Among the lines of the records, please find those that contain the word "dead" and copy them.

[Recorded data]
○ ○ ○ ○ ○

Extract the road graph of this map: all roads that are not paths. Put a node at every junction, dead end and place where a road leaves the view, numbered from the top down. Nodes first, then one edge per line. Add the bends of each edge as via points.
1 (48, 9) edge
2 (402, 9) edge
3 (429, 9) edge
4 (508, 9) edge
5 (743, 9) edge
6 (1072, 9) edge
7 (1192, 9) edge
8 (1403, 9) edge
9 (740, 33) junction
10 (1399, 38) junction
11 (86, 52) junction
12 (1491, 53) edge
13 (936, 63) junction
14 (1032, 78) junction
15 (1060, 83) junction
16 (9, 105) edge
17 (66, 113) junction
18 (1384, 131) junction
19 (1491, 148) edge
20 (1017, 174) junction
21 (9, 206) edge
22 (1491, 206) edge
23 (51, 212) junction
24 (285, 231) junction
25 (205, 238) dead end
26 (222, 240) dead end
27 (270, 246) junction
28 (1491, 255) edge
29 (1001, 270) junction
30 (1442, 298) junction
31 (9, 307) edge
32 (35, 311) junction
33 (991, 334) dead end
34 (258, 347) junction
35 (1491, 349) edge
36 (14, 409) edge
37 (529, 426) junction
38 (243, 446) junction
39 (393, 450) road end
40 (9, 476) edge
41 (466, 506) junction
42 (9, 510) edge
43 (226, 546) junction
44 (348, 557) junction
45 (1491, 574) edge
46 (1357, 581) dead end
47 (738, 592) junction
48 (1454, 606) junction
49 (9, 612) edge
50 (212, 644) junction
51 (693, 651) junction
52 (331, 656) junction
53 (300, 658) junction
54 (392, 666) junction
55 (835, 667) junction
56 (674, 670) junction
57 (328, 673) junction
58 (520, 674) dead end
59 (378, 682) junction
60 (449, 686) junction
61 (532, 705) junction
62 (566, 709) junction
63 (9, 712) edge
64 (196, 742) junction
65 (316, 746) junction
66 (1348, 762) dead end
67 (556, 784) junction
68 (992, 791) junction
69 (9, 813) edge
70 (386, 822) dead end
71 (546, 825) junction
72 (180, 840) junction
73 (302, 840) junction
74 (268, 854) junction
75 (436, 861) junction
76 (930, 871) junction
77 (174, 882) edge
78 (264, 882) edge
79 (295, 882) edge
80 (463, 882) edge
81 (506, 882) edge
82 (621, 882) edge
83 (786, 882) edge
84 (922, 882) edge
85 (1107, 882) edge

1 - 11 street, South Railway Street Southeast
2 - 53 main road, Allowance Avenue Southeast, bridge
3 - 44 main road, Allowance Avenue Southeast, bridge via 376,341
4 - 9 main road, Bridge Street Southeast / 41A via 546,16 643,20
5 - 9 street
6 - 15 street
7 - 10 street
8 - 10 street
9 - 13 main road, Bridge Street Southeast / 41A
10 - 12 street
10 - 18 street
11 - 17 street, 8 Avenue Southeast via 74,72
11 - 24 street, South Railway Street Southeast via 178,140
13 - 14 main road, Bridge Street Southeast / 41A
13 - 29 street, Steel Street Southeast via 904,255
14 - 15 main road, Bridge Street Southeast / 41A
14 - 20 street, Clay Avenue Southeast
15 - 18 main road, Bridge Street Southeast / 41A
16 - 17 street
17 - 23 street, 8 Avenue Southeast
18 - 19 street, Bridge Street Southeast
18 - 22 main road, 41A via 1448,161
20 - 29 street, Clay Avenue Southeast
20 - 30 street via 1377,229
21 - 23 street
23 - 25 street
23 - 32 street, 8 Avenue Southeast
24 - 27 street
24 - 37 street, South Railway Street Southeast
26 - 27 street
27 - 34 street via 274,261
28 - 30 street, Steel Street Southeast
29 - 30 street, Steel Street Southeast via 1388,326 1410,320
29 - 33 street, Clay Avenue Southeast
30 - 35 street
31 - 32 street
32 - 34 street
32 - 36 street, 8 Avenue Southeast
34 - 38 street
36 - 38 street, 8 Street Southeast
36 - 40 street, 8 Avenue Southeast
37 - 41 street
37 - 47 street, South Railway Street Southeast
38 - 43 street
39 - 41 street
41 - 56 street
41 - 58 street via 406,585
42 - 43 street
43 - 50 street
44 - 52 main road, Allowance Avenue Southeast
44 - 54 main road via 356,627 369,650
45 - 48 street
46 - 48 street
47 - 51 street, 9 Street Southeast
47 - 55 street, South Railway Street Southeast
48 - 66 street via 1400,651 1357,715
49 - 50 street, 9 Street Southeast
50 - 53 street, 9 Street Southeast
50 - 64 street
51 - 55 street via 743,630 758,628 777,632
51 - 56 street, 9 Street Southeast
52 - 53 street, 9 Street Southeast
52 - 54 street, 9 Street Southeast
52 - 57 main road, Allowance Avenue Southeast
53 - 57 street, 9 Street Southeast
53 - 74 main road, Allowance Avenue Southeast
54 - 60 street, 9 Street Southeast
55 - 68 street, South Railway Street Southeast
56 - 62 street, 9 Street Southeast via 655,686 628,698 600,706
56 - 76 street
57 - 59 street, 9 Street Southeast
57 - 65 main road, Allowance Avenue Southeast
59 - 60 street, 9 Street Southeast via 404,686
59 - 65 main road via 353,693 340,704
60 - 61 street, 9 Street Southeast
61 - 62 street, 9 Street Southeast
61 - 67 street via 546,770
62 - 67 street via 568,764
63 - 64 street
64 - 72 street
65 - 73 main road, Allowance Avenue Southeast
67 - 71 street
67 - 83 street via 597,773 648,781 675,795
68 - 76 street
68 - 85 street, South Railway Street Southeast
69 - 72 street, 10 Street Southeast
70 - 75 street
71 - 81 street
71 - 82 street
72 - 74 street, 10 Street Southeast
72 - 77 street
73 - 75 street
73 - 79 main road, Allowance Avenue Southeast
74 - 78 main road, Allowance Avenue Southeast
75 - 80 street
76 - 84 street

○ ○ ○ ○ ○

### Written reply
Extract the road graph of this map: all roads that are not paths. Put a node at every junction, dead end and place where a road leaves the view, numbered from the top down. Nodes first, then one edge per line. Add the bends of each edge as via points.
25 (205, 238) dead end
26 (222, 240) dead end
33 (991, 334) dead end
46 (1357, 581) dead end
58 (520, 674) dead end
66 (1348, 762) dead end
70 (386, 822) dead end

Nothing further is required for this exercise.